| WHAT TO PRODUCE |
Each line of the data is to be output verbatim, with the images removed.

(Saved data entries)

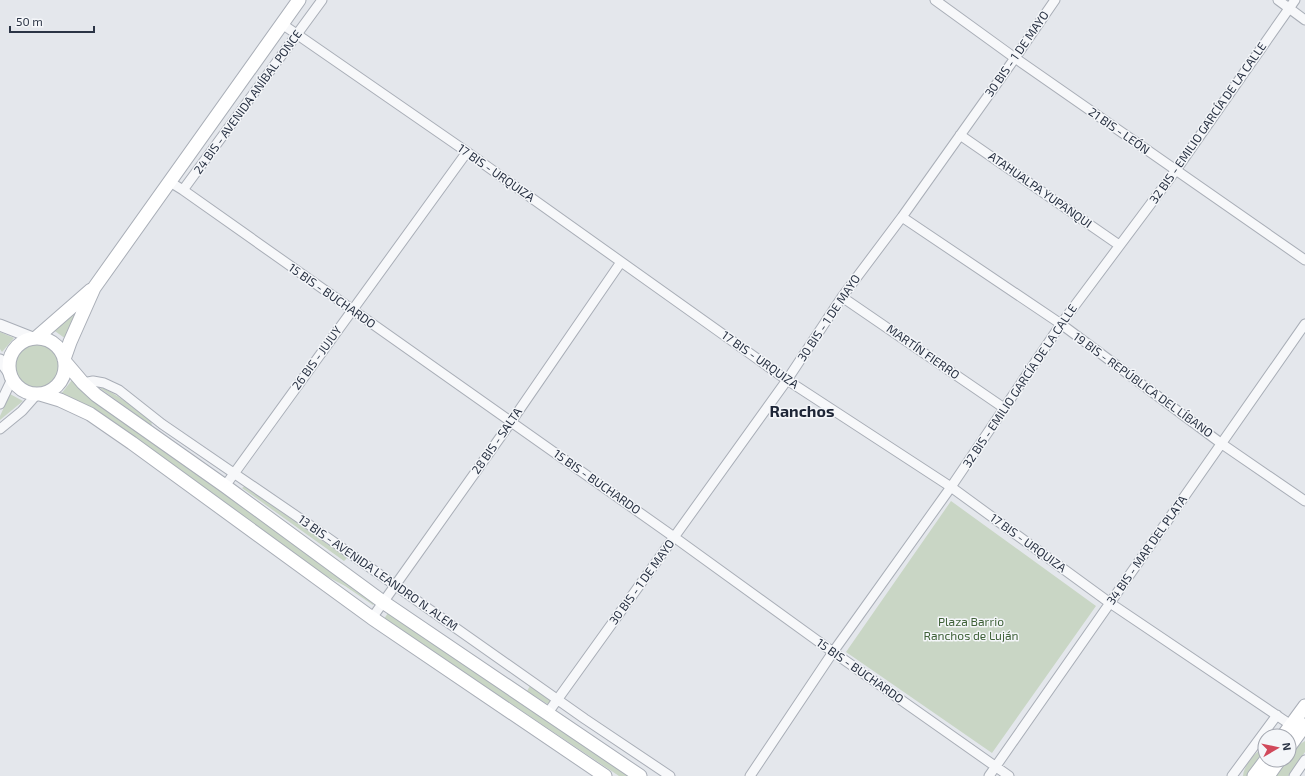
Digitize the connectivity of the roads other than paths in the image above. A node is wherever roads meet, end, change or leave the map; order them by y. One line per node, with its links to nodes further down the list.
1 (299, 0): 9 (main road, 24 BIS - AVENIDA ANÍBAL PONCE)
2 (322, 0): 10 (street, 24 BIS - AVENIDA ANÍBAL PONCE)
3 (935, 0): 11 (street, 21 BIS - LEÓN)
4 (1055, 0): 11 (street, 30 BIS - 1 DE MAYO)
5 (1278, 0): 7 (street)
6 (1295, 0): 7 (street, 32 BIS - EMILIO GARCÍA DE LA CALLE)
7 (1289, 8): 8 (street); 14 (street, 32 BIS - EMILIO GARCÍA DE LA CALLE)
8 (1305, 20)
9 (282, 24): 10 (street, 17 BIS - URQUIZA); 15 (main road, 24 BIS - AVENIDA ANÍBAL PONCE)
10 (297, 35): 13 (street, 17 BIS - URQUIZA); 16 (street, 24 BIS - AVENIDA ANÍBAL PONCE)
11 (1015, 58): 12 (street, 30 BIS - 1 DE MAYO); 14 (street, 21 BIS - LEÓN)
12 (960, 135): 17 (street, 30 BIS - 1 DE MAYO); 18 (street, ATAHUALPA YUPANQUI)
13 (467, 152): 20 (street, 17 BIS - URQUIZA); 23 (street, 26 BIS - JUJUY)
14 (1176, 170): 18 (street, 32 BIS - EMILIO GARCÍA DE LA CALLE); 19 (street, 21 BIS - LEÓN)
15 (170, 182): 16 (street); 21 (main road, 24 BIS - AVENIDA ANÍBAL PONCE)
16 (183, 190): 23 (street, 15 BIS - BUCHARDO)
17 (902, 217): 22 (street, 30 BIS - 1 DE MAYO); 24 (street, 19 BIS - REPÚBLICA DEL LÍBANO)
18 (1119, 245): 24 (street, 32 BIS - EMILIO GARCÍA DE LA CALLE)
19 (1305, 260)
20 (621, 262): 31 (street, 17 BIS - URQUIZA); 36 (street, 28 BIS - SALTA)
21 (94, 288): 27 (main road, 24 BIS - AVENIDA ANÍBAL PONCE); 29 (main road, 24 BIS - AVENIDA ANÍBAL PONCE)
22 (842, 297): 31 (street, 30 BIS - 1 DE MAYO); 35 (street, MARTÍN FIERRO)
23 (352, 310): 36 (street, 15 BIS - BUCHARDO); 39 (street, 26 BIS - JUJUY)
24 (1061, 324): 35 (street, 32 BIS - EMILIO GARCÍA DE LA CALLE); 38 (street, 19 BIS - REPÚBLICA DEL LÍBANO)
25 (1305, 324): 38 (street, 34 BIS - MAR DEL PLATA)
26 (0, 325): 27 (street)
27 (34, 338): 29 (main road); 30 (main road)
28 (0, 360): 30 (street)
29 (65, 361): 32 (main road, 13 BIS - AVENIDA LEANDRO N. ALEM); 33 (main road)
30 (11, 377): 33 (main road); 34 (street)
31 (787, 380): 41 (street, 17 BIS - URQUIZA); 43 (street, 30 BIS - 1 DE MAYO)
32 (83, 383): 39 (street, 13 BIS - AVENIDA LEANDRO N. ALEM); 40 (main road, 13 BIS - AVENIDA LEANDRO N. ALEM)
33 (39, 394): 37 (street); 47 (main road)
34 (0, 404)
35 (1004, 408): 41 (street, 32 BIS - EMILIO GARCÍA DE LA CALLE)
36 (511, 422): 43 (street, 15 BIS - BUCHARDO); 44 (street, 28 BIS - SALTA)
37 (0, 429)
38 (1222, 444): 42 (street, 19 BIS - REPÚBLICA DEL LÍBANO); 46 (street, 34 BIS - MAR DEL PLATA)
39 (234, 473): 40 (street, 26 BIS - JUJUY); 44 (street, 13 BIS - AVENIDA LEANDRO N. ALEM)
40 (225, 486): 45 (main road, 13 BIS - AVENIDA LEANDRO N. ALEM)
41 (951, 487): 46 (street, 17 BIS - URQUIZA); 48 (street, 32 BIS - EMILIO GARCÍA DE LA CALLE)
42 (1305, 501)
43 (674, 537): 48 (street, 15 BIS - BUCHARDO); 49 (street, 30 BIS - 1 DE MAYO)
44 (395, 585): 45 (street, 28 BIS - SALTA); 49 (street, 13 BIS - AVENIDA LEANDRO N. ALEM)
45 (383, 602): 47 (street, 28 BIS - SALTA); 51 (main road, 13 BIS - AVENIDA LEANDRO N. ALEM)
46 (1110, 603): 52 (street, 17 BIS - URQUIZA); 55 (street, 34 BIS - MAR DEL PLATA)
47 (372, 618): 56 (main road)
48 (833, 652): 55 (street, 15 BIS - BUCHARDO); 59 (street, 32 BIS - EMILIO GARCÍA DE LA CALLE)
49 (557, 700): 51 (street, 30 BIS - 1 DE MAYO); 58 (street, 13 BIS - AVENIDA LEANDRO N. ALEM)
50 (1305, 706): 53 (main road)
51 (547, 714): 57 (main road, 13 BIS - AVENIDA LEANDRO N. ALEM)
52 (1277, 715): 53 (street, 17 BIS - URQUIZA); 62 (street)
53 (1300, 729)
54 (1305, 760): 63 (street)
55 (995, 767): 60 (street, 34 BIS - MAR DEL PLATA); 61 (street, 15 BIS - BUCHARDO)
56 (606, 776)
57 (640, 776)
58 (670, 776)
59 (750, 776)
60 (989, 776)
61 (1009, 776)
62 (1232, 776)
63 (1294, 776)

| EXERCISE OUTPUT |
Digitize the connectivity of the roads other than paths in the image above. A node is wherever roads meet, end, change or leave the map; order them by y. One line per node, with its links to nodes further down the list.
1 (299, 0): 9 (main road, 24 BIS - AVENIDA ANÍBAL PONCE)
2 (322, 0): 10 (street, 24 BIS - AVENIDA ANÍBAL PONCE)
3 (935, 0): 11 (street, 21 BIS - LEÓN)
4 (1055, 0): 11 (street, 30 BIS - 1 DE MAYO)
5 (1278, 0): 7 (street)
6 (1295, 0): 7 (street, 32 BIS - EMILIO GARCÍA DE LA CALLE)
7 (1289, 8): 8 (street); 14 (street, 32 BIS - EMILIO GARCÍA DE LA CALLE)
8 (1305, 20)
9 (282, 24): 10 (street, 17 BIS - URQUIZA); 15 (main road, 24 BIS - AVENIDA ANÍBAL PONCE)
10 (297, 35): 13 (street, 17 BIS - URQUIZA); 16 (street, 24 BIS - AVENIDA ANÍBAL PONCE)
11 (1015, 58): 12 (street, 30 BIS - 1 DE MAYO); 14 (street, 21 BIS - LEÓN)
12 (960, 135): 17 (street, 30 BIS - 1 DE MAYO); 18 (street, ATAHUALPA YUPANQUI)
13 (467, 152): 20 (street, 17 BIS - URQUIZA); 23 (street, 26 BIS - JUJUY)
14 (1176, 170): 18 (street, 32 BIS - EMILIO GARCÍA DE LA CALLE); 19 (street, 21 BIS - LEÓN)
15 (170, 182): 16 (street); 21 (main road, 24 BIS - AVENIDA ANÍBAL PONCE)
16 (183, 190): 23 (street, 15 BIS - BUCHARDO)
17 (902, 217): 22 (street, 30 BIS - 1 DE MAYO); 24 (street, 19 BIS - REPÚBLICA DEL LÍBANO)
18 (1119, 245): 24 (street, 32 BIS - EMILIO GARCÍA DE LA CALLE)
19 (1305, 260)
20 (621, 262): 31 (street, 17 BIS - URQUIZA); 36 (street, 28 BIS - SALTA)
21 (94, 288): 27 (main road, 24 BIS - AVENIDA ANÍBAL PONCE); 29 (main road, 24 BIS - AVENIDA ANÍBAL PONCE)
22 (842, 297): 31 (street, 30 BIS - 1 DE MAYO); 35 (street, MARTÍN FIERRO)
23 (352, 310): 36 (street, 15 BIS - BUCHARDO); 39 (street, 26 BIS - JUJUY)
24 (1061, 324): 35 (street, 32 BIS - EMILIO GARCÍA DE LA CALLE); 38 (street, 19 BIS - REPÚBLICA DEL LÍBANO)
25 (1305, 324): 38 (street, 34 BIS - MAR DEL PLATA)
26 (0, 325): 27 (street)
27 (34, 338): 29 (main road); 30 (main road)
28 (0, 360): 30 (street)
29 (65, 361): 32 (main road, 13 BIS - AVENIDA LEANDRO N. ALEM); 33 (main road)
30 (11, 377): 33 (main road); 34 (street)
31 (787, 380): 41 (street, 17 BIS - URQUIZA); 43 (street, 30 BIS - 1 DE MAYO)
32 (83, 383): 39 (street, 13 BIS - AVENIDA LEANDRO N. ALEM); 40 (main road, 13 BIS - AVENIDA LEANDRO N. ALEM)
33 (39, 394): 37 (street); 47 (main road)
34 (0, 404)
35 (1004, 408): 41 (street, 32 BIS - EMILIO GARCÍA DE LA CALLE)
36 (511, 422): 43 (street, 15 BIS - BUCHARDO); 44 (street, 28 BIS - SALTA)
37 (0, 429)
38 (1222, 444): 42 (street, 19 BIS - REPÚBLICA DEL LÍBANO); 46 (street, 34 BIS - MAR DEL PLATA)
39 (234, 473): 40 (street, 26 BIS - JUJUY); 44 (street, 13 BIS - AVENIDA LEANDRO N. ALEM)
40 (225, 486): 45 (main road, 13 BIS - AVENIDA LEANDRO N. ALEM)
41 (951, 487): 46 (street, 17 BIS - URQUIZA); 48 (street, 32 BIS - EMILIO GARCÍA DE LA CALLE)
42 (1305, 501)
43 (674, 537): 48 (street, 15 BIS - BUCHARDO); 49 (street, 30 BIS - 1 DE MAYO)
44 (395, 585): 45 (street, 28 BIS - SALTA); 49 (street, 13 BIS - AVENIDA LEANDRO N. ALEM)
45 (383, 602): 47 (street, 28 BIS - SALTA); 51 (main road, 13 BIS - AVENIDA LEANDRO N. ALEM)
46 (1110, 603): 52 (street, 17 BIS - URQUIZA); 55 (street, 34 BIS - MAR DEL PLATA)
47 (372, 618): 56 (main road)
48 (833, 652): 55 (street, 15 BIS - BUCHARDO); 59 (street, 32 BIS - EMILIO GARCÍA DE LA CALLE)
49 (557, 700): 51 (street, 30 BIS - 1 DE MAYO); 58 (street, 13 BIS - AVENIDA LEANDRO N. ALEM)
50 (1305, 706): 53 (main road)
51 (547, 714): 57 (main road, 13 BIS - AVENIDA LEANDRO N. ALEM)
52 (1277, 715): 53 (street, 17 BIS - URQUIZA); 62 (street)
53 (1300, 729)
54 (1305, 760): 63 (street)
55 (995, 767): 60 (street, 34 BIS - MAR DEL PLATA); 61 (street, 15 BIS - BUCHARDO)
56 (606, 776)
57 (640, 776)
58 (670, 776)
59 (750, 776)
60 (989, 776)
61 (1009, 776)
62 (1232, 776)
63 (1294, 776)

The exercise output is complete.